Information provided |
^^^^^^^^

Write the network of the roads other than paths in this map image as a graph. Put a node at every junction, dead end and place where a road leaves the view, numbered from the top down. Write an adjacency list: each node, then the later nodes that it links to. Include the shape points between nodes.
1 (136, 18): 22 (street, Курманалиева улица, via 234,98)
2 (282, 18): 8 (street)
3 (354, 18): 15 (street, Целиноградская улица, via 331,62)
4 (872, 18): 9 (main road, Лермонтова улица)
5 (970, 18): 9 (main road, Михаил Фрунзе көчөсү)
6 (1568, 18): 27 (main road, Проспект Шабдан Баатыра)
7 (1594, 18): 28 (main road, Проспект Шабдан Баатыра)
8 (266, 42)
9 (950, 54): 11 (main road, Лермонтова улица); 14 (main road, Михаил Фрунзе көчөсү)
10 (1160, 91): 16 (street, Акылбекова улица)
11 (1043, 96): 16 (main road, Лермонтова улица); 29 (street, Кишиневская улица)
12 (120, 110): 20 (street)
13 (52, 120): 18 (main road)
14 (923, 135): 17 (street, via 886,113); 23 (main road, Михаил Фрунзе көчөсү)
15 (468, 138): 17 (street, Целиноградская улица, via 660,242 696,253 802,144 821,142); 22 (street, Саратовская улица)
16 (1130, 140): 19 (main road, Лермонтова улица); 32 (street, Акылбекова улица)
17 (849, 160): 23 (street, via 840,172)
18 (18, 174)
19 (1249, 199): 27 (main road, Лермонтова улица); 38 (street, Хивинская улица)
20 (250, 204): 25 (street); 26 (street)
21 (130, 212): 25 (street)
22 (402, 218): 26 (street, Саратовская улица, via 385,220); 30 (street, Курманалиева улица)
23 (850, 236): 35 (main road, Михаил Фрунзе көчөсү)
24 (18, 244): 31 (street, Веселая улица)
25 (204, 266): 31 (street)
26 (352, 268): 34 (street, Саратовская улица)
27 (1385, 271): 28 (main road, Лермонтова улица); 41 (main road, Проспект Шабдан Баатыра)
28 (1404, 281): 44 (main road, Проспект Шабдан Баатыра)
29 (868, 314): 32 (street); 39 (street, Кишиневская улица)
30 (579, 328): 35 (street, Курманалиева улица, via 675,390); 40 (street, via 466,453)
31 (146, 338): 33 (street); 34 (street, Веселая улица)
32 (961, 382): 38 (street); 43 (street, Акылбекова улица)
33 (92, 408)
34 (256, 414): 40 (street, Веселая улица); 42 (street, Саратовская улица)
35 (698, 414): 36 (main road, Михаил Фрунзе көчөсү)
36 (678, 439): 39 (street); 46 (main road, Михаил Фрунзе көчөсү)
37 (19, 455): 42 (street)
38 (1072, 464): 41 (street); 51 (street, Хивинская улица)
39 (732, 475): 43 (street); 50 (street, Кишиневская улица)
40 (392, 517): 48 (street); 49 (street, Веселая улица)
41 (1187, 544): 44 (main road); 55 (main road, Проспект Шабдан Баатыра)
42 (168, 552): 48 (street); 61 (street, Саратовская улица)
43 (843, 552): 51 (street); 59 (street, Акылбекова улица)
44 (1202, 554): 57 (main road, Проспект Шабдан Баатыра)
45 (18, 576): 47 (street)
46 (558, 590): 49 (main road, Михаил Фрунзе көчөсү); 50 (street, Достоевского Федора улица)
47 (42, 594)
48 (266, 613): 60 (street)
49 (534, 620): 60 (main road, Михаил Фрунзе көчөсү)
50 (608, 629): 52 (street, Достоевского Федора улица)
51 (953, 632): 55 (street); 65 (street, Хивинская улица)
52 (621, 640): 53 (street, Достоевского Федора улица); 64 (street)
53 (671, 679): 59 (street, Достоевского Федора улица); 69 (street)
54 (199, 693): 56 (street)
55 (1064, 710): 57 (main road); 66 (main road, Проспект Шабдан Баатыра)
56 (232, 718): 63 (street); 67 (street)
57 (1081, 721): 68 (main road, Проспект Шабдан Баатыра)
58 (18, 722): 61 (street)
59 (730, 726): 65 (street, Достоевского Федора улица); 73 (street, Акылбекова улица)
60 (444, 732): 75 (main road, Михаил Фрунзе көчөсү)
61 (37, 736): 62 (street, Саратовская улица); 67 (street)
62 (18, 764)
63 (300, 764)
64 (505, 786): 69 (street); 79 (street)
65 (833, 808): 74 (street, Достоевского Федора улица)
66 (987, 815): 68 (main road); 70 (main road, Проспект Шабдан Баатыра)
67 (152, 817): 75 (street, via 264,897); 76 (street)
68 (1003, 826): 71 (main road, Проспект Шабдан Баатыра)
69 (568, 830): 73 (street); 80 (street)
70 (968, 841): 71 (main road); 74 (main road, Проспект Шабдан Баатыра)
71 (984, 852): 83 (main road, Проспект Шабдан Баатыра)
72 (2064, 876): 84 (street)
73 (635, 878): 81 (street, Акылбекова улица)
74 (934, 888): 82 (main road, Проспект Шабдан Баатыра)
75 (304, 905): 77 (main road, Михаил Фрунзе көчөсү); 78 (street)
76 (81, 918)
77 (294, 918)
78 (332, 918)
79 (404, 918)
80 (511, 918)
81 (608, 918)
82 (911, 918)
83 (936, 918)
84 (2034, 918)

^^^^^^^^

What to work on |
Across the entries above, how many lines include the word "Акылбекова"? Give only the number.

Solution to this problem |
6